▶ _WHAT YOU NEED TO DO_:
Copy each line of the records below that has "Bunker" in it.
┌──
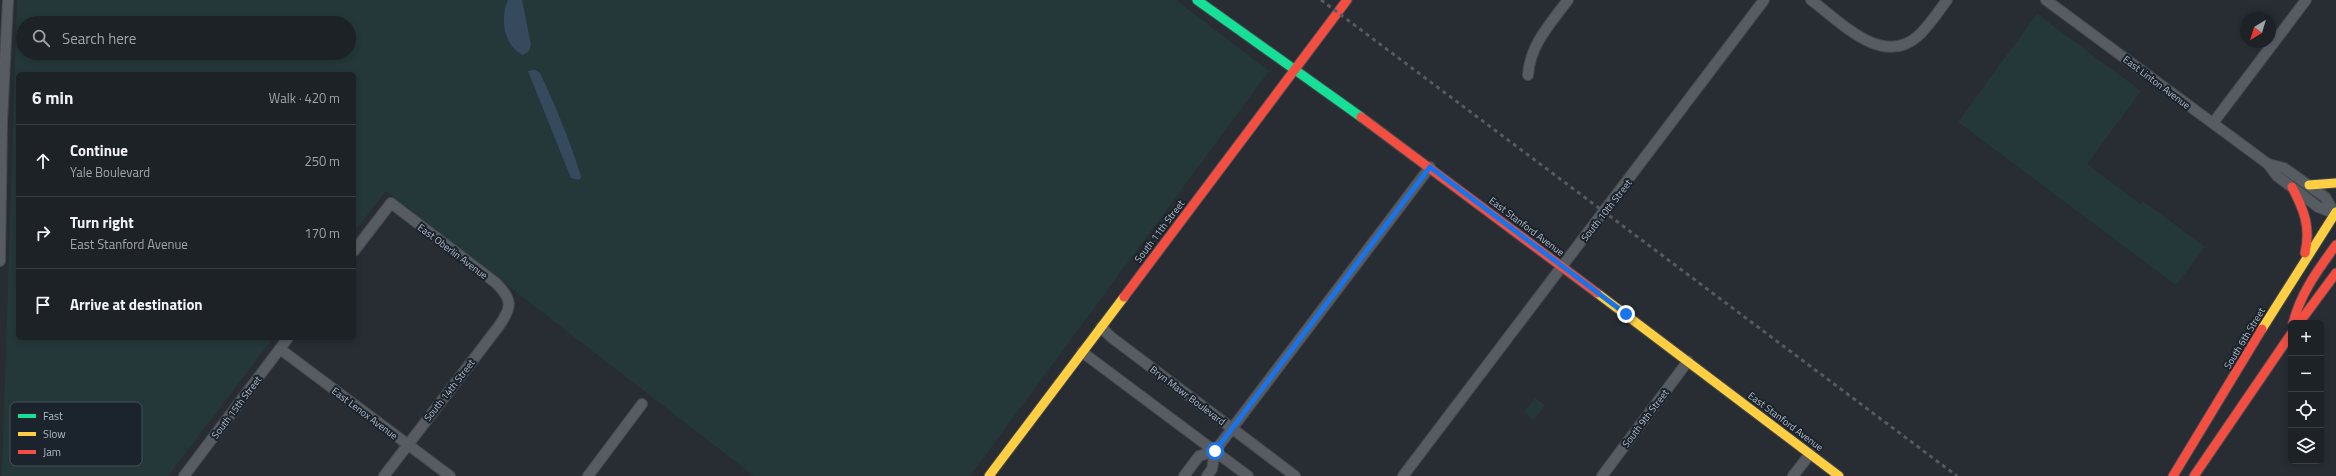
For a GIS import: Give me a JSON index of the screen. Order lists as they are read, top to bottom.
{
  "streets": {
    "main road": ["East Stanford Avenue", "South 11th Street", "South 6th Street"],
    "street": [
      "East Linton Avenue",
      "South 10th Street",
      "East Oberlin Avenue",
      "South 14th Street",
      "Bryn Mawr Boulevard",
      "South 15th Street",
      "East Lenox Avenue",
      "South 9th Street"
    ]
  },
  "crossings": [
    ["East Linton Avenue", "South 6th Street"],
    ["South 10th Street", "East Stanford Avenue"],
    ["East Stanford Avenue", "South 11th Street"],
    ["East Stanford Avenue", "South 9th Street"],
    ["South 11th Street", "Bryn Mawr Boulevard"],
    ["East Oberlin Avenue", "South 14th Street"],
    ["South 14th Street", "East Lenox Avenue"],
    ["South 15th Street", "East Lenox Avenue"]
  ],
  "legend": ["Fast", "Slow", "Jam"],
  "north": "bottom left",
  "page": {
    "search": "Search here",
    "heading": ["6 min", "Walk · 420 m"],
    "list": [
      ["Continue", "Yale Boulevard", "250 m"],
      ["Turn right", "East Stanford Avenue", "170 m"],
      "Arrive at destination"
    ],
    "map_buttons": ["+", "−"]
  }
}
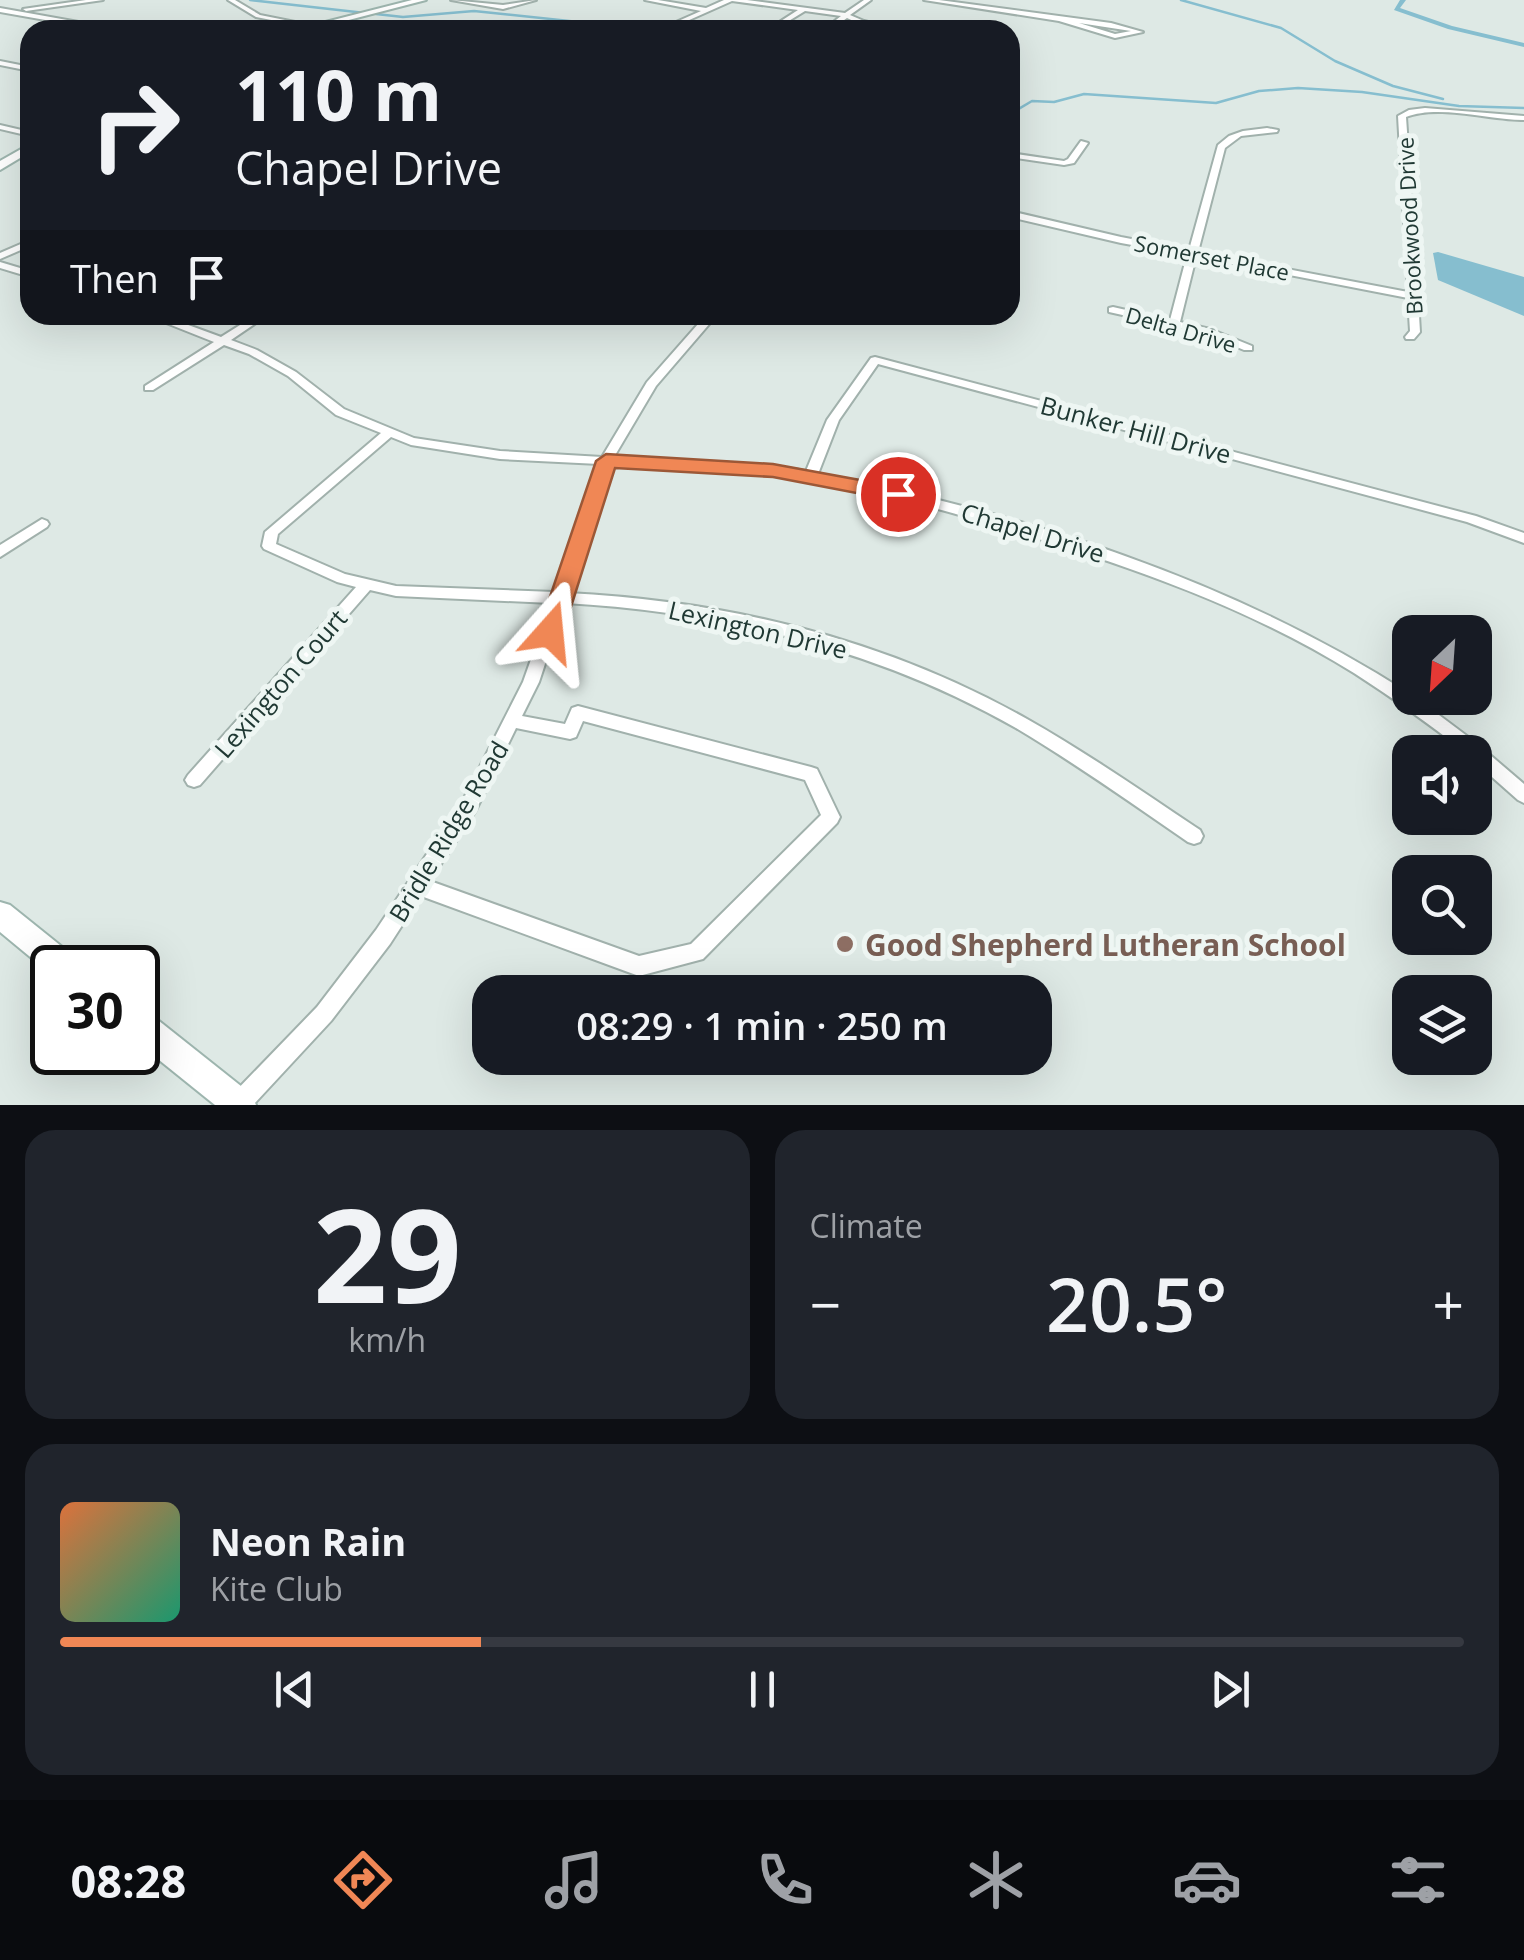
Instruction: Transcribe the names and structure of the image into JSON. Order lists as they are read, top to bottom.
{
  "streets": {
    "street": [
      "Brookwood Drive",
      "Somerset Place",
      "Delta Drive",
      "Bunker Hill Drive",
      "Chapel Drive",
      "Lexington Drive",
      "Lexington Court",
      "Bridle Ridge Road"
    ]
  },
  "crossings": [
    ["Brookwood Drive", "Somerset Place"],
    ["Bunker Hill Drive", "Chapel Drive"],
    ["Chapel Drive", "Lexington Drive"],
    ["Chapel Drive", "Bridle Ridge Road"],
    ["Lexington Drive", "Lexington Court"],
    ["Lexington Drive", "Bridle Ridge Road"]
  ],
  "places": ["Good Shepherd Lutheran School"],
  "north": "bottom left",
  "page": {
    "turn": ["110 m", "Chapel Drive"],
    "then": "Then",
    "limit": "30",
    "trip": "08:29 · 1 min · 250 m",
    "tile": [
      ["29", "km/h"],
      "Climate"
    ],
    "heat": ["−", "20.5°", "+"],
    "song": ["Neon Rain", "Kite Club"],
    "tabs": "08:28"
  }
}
└──
▶ _SOLUTION_:
      "Bunker Hill Drive",
    ["Bunker Hill Drive", "Chapel Drive"],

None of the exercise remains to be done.